Review: LEGO Batman – The Movie – DC Superheroes Unite / Cert: 12 / Director: John Burton / Screenplay: John Burton, David A. Goodman / Starring: Clancy Brown, Troy Baker, Christopher Corey Smith / Release Date: Out Now
The other, less famous Batman/Superman movie. The other, less famous LEGO movie. A late tie-in to the LEGO Batman 2 videogame, DC Superheroes Unite gathers a veritable Justice League of DC heroes to battle the combined might of Lex Luthor and the Joker.
It matters naught that the characters are made of LEGO – the re-appearance of Danny Elfman's Batman tune sends shivers down this Batfan's spine every time, as does the rousing orchestra of John William's Superman theme. With its Gothic architecture, moody cityscapes and prominent use of the Elfman theme tune, DC Superheroes Unite is as much a love letter to Tim Burton as it is the Batman.
The plot is complete fluff, but then, it doesn't need much more than that. An eye on winning the Presidential election, Luthor enlists the help of the Joker to exploit the heroes' greatest weaknesses: namely, kryptonite, and a gun which disassembles Batman's wonderful toys. The Dark Knight tries his hardest to handle matters on his own, but it quickly becomes evident that he may need to call on a few friends to save the day this time. Which, funnily enough, is also the plot of Arkham Origins. With a supporting role for Superman and cameos from Wonder Woman, Green Lantern and the rest of the Justice League (well... most of them; personal favourites Green Arrow and Aquaman are sadly absent here), DC Superheroes Unite has plenty of Easter Eggs to keep comic fans amused. Needless to say, it skews itself towards the younger audience (and, as Bat Mite argued in The Brave and the Bold, there's nothing wrong with that) but it does so with enough wit and action that parents, older siblings and grown-up animation fans can enjoy it too. It's a depressing statement on the Boy Wonder's usual output that this is this writer's favourite cinematic outing for Robin so far. Poor Chris O' Donnell, effortlessly out-acted by a pile of bricks (Lego bricks – not a reference to Val Kilmer).

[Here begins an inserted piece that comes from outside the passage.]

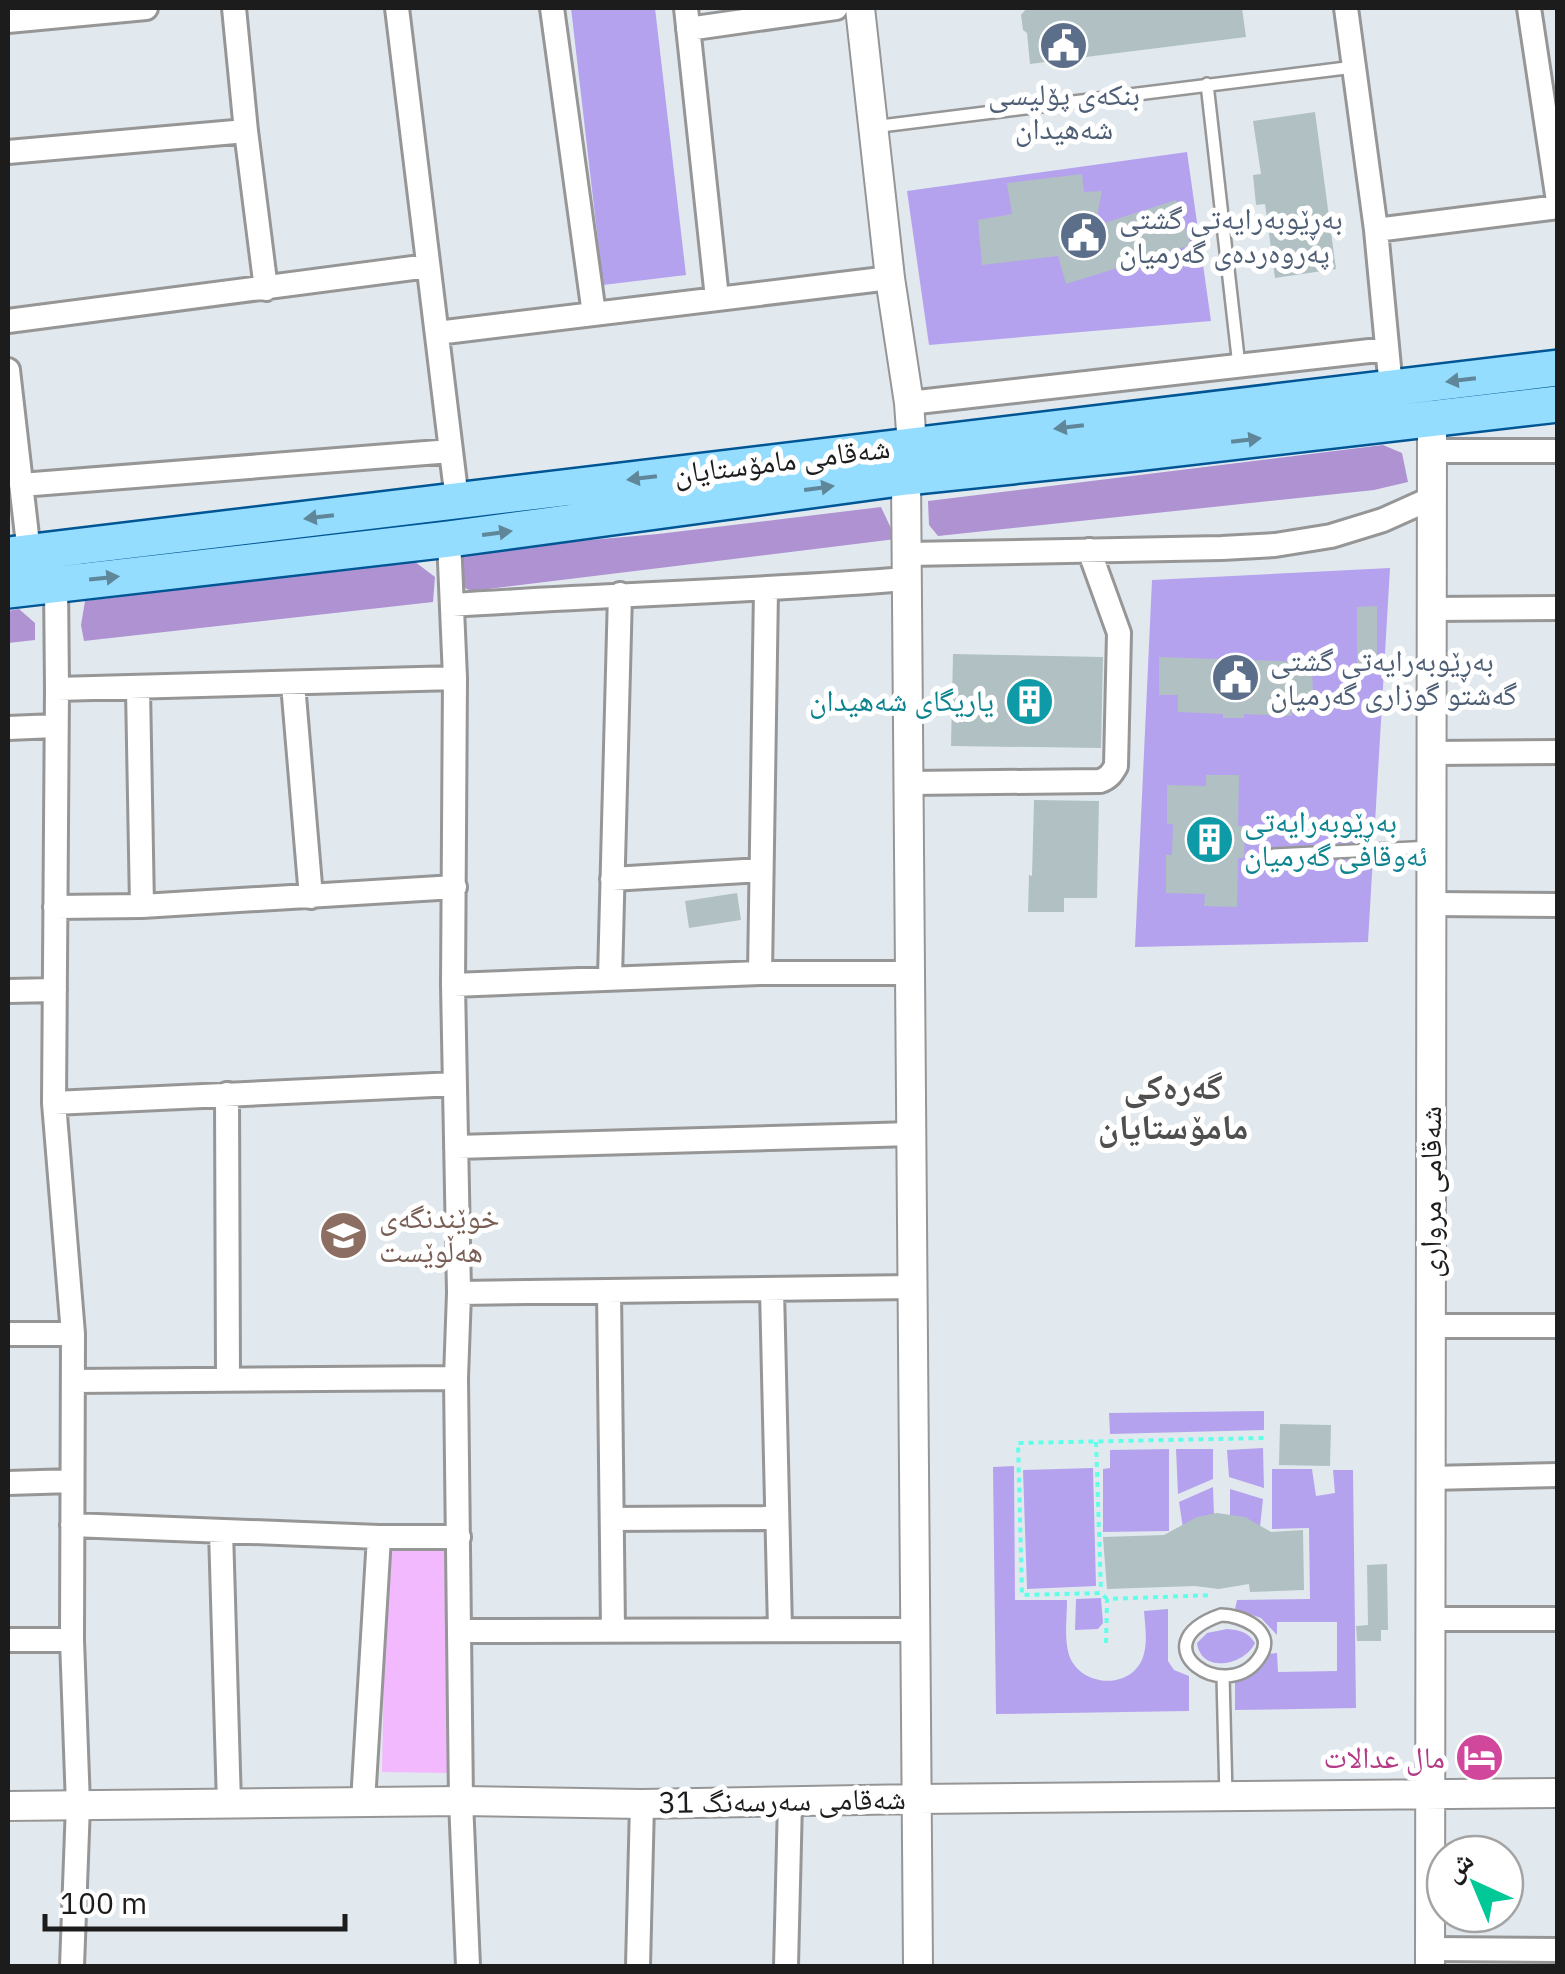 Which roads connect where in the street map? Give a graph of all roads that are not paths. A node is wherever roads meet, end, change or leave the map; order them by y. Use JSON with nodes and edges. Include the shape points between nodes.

If you've played LEGO Batman 2, you may find all of this to be awfully familiar – much of the film is comprised of cut-scenes from the game, after all – and the visual style isn't always entirely appealing. Still, it has enough heart and humour that those cracks are easily smoothed over. Goyer, Snyder and Batfleck take note: this is how you do a Batman/Superman movie right.